While the code is prepared for subscriptions to support web-socket based training monitoring between mini-batches and epochs, the current GraphQL API does not yet publish this data from the ML callbacks. This is currently a todo item.

In order to install the Zimbra Machine learning server, you will need Python 3.4 or greater and must also install:

  1. Fork of Intel's Nervana Neon miketout's Neon fork that provides enhanced stability on CPUs and additional branching capabilities in its model graphs. The easiest way to install Nervana Neon is using virtualenv and Python 3.5+. It is also possible to use Miniconda, but to do so, you will need to update the main Miniconda Python libraries to include the source code of "ensurepip" after installation and before creating virtual environments. You will also need to install virtualenv using pip into the virtual environment that you create with miniconda.

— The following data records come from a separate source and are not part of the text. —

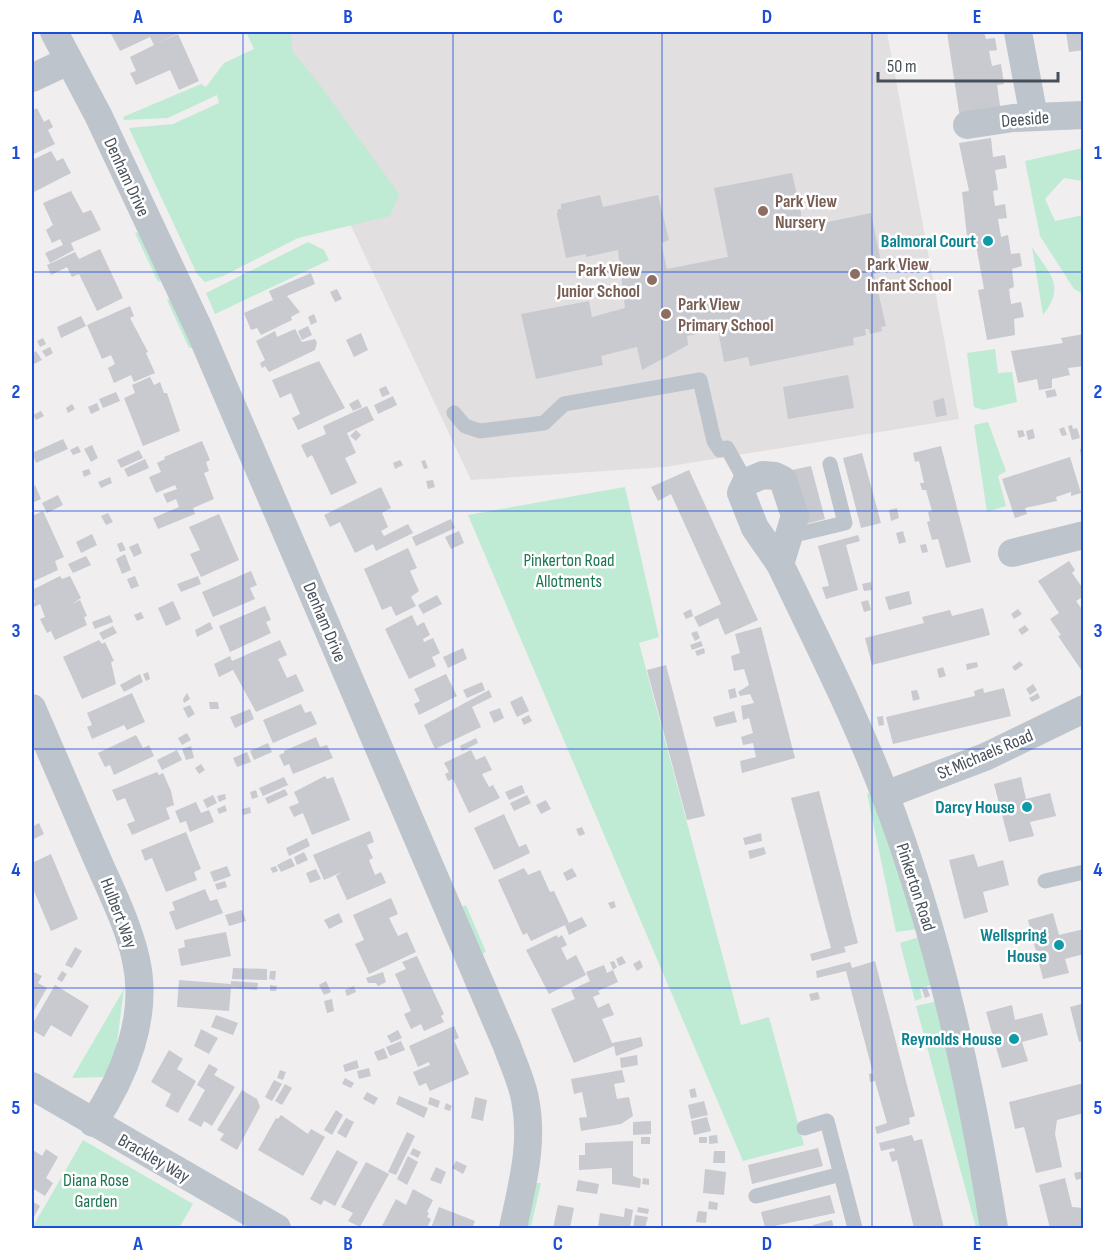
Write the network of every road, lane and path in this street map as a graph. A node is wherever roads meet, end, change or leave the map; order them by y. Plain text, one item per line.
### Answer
1 (54, 32) edge
2 (1018, 32) edge
3 (68, 61) junction
4 (32, 78) edge
5 (1083, 115) edge
6 (1034, 117) junction
7 (967, 125) dead end
8 (454, 413) dead end
9 (830, 464) dead end
10 (746, 482) junction
11 (792, 532) junction
12 (1083, 535) edge
13 (1012, 553) dead end
14 (780, 564) junction
15 (32, 708) edge
16 (1083, 709) edge
17 (885, 795) junction
18 (1083, 872) edge
19 (1045, 881) dead end
20 (32, 1086) edge
21 (93, 1123) junction
22 (804, 1128) dead end
23 (841, 1174) junction
24 (756, 1196) dead end
25 (278, 1228) edge
26 (513, 1228) edge
27 (855, 1228) edge
28 (994, 1228) edge

1 - 3 street, Denham Drive
2 - 6 street
3 - 4 street
3 - 26 street, Denham Drive
5 - 6 street, Deeside
6 - 7 street, Deeside
8 - 10 lane
9 - 11 lane
10 - 11 street
10 - 14 street, Pinkerton Road
11 - 14 street
12 - 13 street
14 - 17 street, Pinkerton Road
15 - 21 street, Hulbert Way
16 - 17 street, St Michaels Road
17 - 28 street, Pinkerton Road
18 - 19 lane
20 - 21 street, Brackley Way
21 - 25 street, Brackley Way
22 - 23 lane
23 - 24 lane
23 - 27 lane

It sounds complicated, but I personally find it a great way to use more recent Python versions.
  2. TornadoQL miketout's TornadoQL fork, providing graphene and Tornado Web Server integration for serving graphQL APIs.
  3. BeautifulSoup (pip install bs4)

Clone the main zimbra-ml project into a directory. In that directory, add a "data" directory, where you will create additional subdirectories "meta", "models", "vocabularies", and "train". You may prepopulate the vocabularies sub-directory with glove or fasttext vocabulary files, which can be specified in the examples from the command line parameters.

Ensure that you are in a virtual environment with the requirements installed, in the zimbra-ml working directory and run "python server.py". This will load and run the Zimbra machine learning server on port 8888 of the current machine. In a browser, go to http://localhost:8888/graphiql to view and interact with the machine learning API.